- Born: April 17, 1933 Indianapolis, Indiana
- Died: May 9, 1999 Clearwater, Florida
- Occupation(s): Major General 2 Star, US Army
- Spouse: Joyce Lutz

= Joseph Lutz (general) =

United States Army general

Major General Joseph "Joe" Lutz (April 17, 1933 – May 9, 1999) was a two star general in the United States Army. He played an important role in getting increased recognition for Special Operations in the U.S. Military.

== Early life ==
Joseph Lutz was born April 17, 1933, in Indianapolis Indiana. An All-State Tail Back for Cathedral High School, he accepted a scholarship to St. Norbert College where he earned Catholic League All-American Honors at the same position. His designation as the Distinguished Military Graduate of the Army Reserve Officer Training Corps program at St.
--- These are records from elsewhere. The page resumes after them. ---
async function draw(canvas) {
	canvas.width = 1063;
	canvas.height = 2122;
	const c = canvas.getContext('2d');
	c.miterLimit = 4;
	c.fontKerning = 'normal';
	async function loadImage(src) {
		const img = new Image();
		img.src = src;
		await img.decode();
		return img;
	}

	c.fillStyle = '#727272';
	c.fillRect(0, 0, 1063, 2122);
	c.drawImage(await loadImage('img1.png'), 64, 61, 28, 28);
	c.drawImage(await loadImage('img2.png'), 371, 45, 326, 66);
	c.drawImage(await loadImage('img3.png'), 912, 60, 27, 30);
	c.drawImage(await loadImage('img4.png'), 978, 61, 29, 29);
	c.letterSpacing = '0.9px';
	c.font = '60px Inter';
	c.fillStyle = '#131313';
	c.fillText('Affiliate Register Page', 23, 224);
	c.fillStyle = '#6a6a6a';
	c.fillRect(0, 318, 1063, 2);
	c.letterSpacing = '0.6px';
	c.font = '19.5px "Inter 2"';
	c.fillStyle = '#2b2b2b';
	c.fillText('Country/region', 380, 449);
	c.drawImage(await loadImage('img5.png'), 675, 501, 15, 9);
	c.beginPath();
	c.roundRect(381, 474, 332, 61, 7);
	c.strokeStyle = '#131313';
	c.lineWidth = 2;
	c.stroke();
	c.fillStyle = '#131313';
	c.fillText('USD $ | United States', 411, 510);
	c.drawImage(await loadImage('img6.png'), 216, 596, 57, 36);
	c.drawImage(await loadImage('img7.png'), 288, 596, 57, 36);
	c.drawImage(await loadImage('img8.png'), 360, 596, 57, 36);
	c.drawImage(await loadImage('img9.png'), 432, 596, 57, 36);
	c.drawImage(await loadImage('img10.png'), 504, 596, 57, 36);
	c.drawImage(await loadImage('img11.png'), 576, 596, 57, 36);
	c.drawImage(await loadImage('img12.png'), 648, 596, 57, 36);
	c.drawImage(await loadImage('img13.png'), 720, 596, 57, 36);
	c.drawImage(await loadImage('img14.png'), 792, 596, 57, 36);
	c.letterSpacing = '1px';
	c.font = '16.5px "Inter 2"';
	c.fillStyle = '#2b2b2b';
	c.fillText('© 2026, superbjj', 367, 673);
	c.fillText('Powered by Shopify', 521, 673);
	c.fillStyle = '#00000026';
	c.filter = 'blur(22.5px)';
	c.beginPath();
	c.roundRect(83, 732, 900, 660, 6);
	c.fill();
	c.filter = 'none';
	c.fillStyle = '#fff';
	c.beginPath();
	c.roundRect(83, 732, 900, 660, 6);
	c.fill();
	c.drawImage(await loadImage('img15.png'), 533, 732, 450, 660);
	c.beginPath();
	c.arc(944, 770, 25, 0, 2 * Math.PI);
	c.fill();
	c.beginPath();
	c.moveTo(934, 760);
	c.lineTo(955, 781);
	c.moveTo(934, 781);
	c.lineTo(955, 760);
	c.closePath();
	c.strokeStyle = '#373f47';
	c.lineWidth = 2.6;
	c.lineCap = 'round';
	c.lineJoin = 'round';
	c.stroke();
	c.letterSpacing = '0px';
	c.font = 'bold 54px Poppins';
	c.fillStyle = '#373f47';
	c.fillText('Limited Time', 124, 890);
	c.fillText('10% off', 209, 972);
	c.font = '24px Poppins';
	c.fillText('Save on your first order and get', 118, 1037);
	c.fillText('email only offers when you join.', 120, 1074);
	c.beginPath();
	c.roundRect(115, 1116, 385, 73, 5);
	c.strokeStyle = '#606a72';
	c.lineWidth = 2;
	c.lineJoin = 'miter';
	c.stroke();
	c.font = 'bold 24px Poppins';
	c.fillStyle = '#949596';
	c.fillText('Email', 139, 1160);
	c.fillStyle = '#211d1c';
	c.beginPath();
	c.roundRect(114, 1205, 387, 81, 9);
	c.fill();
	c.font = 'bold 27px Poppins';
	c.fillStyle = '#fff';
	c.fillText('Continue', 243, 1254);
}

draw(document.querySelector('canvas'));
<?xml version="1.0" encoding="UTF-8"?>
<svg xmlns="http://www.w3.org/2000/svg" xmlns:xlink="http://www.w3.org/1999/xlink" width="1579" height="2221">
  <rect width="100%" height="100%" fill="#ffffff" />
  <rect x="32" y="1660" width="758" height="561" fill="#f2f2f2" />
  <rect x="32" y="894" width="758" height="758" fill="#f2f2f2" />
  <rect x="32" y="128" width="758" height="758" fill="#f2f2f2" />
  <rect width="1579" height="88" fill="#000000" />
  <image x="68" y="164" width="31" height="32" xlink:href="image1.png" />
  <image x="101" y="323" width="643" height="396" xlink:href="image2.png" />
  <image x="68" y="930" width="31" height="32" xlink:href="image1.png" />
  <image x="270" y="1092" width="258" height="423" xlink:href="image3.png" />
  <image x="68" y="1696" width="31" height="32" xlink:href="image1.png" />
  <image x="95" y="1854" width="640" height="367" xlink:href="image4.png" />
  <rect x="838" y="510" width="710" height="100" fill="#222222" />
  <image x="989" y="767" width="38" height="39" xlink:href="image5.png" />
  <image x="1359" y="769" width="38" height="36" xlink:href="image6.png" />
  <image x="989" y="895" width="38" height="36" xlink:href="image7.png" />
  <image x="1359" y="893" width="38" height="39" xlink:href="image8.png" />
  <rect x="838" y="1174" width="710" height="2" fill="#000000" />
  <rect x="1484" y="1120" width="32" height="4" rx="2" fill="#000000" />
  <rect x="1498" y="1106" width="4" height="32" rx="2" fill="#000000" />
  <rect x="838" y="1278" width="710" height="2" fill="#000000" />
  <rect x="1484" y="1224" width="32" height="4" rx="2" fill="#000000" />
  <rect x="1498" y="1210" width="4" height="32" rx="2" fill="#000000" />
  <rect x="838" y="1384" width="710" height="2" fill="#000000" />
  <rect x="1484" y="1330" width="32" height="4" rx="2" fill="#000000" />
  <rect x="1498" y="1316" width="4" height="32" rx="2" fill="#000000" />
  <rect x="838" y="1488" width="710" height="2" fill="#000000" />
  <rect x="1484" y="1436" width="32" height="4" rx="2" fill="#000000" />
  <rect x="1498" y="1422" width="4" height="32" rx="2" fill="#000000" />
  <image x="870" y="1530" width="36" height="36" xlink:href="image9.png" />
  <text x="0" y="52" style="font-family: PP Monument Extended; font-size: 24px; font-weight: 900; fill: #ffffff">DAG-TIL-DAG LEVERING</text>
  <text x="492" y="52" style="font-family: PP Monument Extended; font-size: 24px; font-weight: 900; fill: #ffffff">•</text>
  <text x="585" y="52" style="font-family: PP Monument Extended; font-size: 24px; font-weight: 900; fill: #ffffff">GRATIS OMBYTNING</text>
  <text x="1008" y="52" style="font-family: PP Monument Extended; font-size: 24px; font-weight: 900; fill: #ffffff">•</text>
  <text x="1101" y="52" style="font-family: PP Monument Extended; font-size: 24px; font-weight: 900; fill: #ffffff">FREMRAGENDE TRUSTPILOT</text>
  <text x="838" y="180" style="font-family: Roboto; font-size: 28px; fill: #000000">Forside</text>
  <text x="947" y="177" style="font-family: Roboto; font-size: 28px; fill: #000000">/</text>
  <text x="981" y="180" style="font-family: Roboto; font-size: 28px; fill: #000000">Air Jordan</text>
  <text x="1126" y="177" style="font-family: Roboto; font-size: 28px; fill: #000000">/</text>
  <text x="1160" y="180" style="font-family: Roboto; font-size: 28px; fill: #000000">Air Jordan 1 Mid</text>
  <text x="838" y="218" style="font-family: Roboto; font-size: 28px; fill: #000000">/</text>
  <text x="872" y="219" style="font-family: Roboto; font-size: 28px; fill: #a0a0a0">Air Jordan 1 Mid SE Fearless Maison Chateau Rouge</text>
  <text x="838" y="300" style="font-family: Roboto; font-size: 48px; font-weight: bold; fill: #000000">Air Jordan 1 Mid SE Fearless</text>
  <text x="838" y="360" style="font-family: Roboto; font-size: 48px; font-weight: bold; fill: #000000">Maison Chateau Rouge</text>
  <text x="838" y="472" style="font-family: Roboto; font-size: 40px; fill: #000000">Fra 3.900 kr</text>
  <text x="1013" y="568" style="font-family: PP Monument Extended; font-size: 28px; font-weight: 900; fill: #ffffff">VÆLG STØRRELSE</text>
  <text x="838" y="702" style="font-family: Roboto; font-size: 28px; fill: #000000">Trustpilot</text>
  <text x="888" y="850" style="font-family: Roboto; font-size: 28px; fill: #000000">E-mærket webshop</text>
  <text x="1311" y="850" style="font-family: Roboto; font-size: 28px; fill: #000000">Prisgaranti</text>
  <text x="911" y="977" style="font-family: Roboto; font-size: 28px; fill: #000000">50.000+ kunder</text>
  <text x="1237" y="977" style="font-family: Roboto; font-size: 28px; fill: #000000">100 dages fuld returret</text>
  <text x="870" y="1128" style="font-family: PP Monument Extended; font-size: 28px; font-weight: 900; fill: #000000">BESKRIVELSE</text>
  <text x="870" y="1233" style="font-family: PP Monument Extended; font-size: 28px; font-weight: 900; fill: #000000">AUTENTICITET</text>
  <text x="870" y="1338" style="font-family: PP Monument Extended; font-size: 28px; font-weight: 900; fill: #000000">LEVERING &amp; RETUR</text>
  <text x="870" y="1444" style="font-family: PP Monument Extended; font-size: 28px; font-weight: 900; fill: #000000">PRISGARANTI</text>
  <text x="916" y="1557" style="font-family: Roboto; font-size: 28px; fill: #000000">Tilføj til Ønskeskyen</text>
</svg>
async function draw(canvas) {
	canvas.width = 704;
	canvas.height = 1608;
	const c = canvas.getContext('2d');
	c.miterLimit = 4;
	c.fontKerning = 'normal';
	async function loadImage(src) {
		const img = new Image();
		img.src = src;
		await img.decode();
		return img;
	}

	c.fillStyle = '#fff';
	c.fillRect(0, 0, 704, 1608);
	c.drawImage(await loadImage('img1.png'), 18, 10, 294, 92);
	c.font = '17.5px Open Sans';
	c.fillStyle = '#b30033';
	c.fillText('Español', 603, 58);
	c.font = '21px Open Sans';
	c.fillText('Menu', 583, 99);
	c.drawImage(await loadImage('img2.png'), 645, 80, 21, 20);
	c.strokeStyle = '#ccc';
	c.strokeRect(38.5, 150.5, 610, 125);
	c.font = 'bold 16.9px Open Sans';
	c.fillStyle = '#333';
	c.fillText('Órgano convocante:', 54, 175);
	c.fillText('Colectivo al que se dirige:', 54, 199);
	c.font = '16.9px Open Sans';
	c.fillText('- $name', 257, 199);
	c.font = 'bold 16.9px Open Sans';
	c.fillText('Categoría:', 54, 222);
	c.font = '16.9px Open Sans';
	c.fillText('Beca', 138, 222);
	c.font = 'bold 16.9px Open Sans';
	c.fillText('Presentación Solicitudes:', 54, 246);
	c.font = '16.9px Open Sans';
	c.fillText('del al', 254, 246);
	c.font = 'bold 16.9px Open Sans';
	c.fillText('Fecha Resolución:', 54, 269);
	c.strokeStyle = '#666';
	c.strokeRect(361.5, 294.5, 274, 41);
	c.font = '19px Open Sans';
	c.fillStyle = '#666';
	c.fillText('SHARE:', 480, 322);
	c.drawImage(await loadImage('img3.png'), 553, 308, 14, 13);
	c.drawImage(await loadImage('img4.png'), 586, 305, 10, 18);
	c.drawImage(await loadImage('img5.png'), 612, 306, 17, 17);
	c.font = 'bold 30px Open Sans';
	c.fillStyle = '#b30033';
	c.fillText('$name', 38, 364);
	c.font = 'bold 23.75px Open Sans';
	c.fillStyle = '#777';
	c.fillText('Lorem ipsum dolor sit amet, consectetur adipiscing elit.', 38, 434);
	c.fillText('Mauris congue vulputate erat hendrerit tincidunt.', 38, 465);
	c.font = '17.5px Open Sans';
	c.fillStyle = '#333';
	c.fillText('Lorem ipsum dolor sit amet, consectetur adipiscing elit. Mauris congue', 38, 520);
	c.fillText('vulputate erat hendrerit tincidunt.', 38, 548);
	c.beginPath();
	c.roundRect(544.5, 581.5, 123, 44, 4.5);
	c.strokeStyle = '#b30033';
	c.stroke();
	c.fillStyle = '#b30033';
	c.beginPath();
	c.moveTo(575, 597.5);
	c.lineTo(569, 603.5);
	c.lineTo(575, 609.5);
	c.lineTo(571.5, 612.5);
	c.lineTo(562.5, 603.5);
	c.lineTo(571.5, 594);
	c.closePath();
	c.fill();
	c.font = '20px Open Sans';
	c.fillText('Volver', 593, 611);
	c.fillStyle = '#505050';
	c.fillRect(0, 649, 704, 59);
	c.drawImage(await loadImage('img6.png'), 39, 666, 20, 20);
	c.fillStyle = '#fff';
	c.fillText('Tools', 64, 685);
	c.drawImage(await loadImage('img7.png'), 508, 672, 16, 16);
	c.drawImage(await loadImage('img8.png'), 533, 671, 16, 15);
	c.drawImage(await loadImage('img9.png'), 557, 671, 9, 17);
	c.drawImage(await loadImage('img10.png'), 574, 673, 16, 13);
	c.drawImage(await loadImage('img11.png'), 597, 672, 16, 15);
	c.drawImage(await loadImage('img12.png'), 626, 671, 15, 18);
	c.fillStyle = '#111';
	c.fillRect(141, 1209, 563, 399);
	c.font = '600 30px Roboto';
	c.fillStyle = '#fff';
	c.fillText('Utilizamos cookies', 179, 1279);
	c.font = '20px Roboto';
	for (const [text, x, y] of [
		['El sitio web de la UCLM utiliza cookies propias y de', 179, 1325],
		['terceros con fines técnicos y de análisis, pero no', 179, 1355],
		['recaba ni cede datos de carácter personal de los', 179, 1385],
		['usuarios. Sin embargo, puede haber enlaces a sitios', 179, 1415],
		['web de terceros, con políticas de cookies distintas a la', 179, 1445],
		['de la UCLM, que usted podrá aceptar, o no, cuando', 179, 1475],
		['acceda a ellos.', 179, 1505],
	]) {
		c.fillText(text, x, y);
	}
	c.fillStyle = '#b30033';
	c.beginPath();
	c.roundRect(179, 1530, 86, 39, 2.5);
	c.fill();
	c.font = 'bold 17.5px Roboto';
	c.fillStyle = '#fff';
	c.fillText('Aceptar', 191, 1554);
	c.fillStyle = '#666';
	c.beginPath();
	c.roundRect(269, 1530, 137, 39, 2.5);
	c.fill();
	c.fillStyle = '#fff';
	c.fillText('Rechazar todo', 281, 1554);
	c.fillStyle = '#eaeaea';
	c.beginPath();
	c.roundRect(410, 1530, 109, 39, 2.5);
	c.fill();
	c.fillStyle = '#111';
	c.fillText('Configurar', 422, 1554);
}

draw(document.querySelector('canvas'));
Norbert College in 1955 was a sign of things to come. After his required 4 years of service, he was offered tryouts with the Green Bay Packers and Pittsburgh Steelers, but opted to continue his Military Service.

==Personal life==

Joseph Lutz was the son of Frank Lutz and Marie Bender. He married Joyce Anne Cunningham (4/1/1933 - February 26, 2008) on February 7, 1959, in Indianapolis Indiana. They had five children.

Joseph Lutz died on May 9, 1999, in Clearwater Beach, Florida.